[What the task asks] In the records below, find each line holding the word "bridge" and copy it.

[Excerpted data]
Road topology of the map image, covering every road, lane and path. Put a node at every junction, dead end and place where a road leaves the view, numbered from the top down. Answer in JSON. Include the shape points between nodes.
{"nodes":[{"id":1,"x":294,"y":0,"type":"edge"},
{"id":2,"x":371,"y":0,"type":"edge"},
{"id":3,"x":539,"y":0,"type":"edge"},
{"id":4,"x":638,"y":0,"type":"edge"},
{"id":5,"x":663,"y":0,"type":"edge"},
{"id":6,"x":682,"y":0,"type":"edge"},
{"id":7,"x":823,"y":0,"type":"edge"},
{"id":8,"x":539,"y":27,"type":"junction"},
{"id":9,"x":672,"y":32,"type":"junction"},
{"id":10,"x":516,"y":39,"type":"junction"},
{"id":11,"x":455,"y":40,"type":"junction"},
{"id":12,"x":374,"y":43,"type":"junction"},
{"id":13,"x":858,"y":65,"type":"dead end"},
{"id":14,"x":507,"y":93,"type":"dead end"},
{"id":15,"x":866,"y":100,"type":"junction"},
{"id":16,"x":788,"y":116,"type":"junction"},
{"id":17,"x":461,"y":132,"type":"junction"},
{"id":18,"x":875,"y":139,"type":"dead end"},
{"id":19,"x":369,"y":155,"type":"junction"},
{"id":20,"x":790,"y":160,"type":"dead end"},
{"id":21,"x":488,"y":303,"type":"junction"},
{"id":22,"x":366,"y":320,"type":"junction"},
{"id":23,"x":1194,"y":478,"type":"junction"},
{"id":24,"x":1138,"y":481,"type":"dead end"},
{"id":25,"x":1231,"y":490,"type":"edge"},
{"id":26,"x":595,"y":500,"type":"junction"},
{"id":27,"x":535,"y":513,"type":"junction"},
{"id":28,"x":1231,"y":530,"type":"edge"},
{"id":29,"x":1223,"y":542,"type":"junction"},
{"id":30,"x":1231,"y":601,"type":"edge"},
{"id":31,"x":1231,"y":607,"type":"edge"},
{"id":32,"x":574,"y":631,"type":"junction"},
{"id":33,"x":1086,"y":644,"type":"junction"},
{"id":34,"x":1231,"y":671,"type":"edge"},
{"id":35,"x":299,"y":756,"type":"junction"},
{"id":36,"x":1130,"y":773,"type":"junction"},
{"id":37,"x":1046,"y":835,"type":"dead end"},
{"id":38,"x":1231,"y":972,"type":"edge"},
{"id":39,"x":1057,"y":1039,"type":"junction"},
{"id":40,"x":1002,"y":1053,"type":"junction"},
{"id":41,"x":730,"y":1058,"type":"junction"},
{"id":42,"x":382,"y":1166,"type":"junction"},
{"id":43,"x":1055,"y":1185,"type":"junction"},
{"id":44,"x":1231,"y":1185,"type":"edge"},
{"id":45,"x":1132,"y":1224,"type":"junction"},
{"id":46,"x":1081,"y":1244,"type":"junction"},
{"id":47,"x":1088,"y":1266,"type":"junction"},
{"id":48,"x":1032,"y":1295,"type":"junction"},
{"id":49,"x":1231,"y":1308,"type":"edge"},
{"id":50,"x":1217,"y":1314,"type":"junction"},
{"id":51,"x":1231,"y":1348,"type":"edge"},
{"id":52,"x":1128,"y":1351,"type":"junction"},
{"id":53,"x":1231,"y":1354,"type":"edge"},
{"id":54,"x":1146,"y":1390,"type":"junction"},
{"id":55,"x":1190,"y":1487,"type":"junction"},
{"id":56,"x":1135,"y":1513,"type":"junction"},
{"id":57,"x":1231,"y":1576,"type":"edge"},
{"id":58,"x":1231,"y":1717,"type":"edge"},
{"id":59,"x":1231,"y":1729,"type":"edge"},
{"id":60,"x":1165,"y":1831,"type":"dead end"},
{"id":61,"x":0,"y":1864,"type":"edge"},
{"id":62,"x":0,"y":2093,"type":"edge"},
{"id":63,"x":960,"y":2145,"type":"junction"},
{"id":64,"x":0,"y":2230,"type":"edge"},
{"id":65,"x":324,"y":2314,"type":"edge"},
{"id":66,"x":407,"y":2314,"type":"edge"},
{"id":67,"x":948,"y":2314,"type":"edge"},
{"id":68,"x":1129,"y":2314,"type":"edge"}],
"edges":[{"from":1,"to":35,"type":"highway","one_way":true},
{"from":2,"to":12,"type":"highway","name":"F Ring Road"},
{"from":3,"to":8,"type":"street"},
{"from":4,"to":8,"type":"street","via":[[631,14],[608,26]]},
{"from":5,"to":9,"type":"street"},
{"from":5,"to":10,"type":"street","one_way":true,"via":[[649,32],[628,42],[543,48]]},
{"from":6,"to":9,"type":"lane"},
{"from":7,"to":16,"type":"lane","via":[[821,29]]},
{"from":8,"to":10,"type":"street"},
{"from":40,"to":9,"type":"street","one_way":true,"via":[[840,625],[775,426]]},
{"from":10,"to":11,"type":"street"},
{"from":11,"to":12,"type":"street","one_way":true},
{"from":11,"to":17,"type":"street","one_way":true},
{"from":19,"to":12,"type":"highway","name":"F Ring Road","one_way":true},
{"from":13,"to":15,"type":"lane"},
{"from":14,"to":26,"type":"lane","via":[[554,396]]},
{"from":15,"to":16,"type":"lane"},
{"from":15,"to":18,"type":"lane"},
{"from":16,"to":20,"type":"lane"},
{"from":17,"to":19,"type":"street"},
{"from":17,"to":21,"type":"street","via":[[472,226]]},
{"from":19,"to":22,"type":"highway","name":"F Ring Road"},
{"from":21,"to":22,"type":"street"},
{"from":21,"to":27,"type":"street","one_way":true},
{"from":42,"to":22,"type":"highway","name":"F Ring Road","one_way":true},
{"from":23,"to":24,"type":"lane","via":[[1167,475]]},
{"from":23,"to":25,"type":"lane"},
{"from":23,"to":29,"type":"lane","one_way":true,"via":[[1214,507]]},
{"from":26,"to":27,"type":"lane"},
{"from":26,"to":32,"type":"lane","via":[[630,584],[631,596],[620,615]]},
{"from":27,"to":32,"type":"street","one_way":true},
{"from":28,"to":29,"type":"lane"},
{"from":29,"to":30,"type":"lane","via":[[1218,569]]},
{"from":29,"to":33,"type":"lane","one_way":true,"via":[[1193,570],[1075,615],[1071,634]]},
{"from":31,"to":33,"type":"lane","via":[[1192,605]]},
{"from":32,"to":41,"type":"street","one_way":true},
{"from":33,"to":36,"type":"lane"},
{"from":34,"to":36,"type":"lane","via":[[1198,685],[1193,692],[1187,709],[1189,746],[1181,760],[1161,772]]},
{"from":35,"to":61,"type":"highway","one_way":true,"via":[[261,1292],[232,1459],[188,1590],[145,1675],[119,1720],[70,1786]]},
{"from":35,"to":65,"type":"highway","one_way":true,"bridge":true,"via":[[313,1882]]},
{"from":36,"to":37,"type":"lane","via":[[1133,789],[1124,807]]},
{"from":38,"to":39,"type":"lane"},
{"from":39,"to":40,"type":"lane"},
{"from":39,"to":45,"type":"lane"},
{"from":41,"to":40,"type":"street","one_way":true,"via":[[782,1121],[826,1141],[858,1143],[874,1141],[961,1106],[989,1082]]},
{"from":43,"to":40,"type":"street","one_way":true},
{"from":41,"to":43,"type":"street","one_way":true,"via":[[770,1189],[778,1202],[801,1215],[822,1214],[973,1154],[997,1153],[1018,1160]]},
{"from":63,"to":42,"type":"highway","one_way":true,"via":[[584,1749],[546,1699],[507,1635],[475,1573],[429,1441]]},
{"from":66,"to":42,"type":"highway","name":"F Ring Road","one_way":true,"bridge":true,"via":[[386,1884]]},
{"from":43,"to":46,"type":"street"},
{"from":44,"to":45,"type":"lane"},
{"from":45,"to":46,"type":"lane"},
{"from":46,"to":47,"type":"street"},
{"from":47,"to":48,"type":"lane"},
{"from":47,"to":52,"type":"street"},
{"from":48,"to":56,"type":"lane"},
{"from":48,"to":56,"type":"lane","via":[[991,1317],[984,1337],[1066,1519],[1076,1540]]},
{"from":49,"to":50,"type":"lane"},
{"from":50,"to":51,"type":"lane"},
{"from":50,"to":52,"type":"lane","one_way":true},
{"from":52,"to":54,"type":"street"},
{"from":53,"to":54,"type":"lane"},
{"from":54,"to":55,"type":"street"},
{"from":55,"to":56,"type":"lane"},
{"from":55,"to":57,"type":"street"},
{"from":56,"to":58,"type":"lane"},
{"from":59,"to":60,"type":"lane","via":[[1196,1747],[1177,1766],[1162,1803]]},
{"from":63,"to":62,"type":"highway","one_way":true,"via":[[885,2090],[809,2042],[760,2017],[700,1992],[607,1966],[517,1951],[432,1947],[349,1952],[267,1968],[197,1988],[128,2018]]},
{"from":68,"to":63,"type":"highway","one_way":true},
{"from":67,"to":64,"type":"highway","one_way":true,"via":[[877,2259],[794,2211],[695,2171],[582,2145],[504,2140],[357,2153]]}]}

[Written solution]
{"from":35,"to":65,"type":"highway","one_way":true,"bridge":true,"via":[[313,1882]]},
{"from":66,"to":42,"type":"highway","name":"F Ring Road","one_way":true,"bridge":true,"via":[[386,1884]]},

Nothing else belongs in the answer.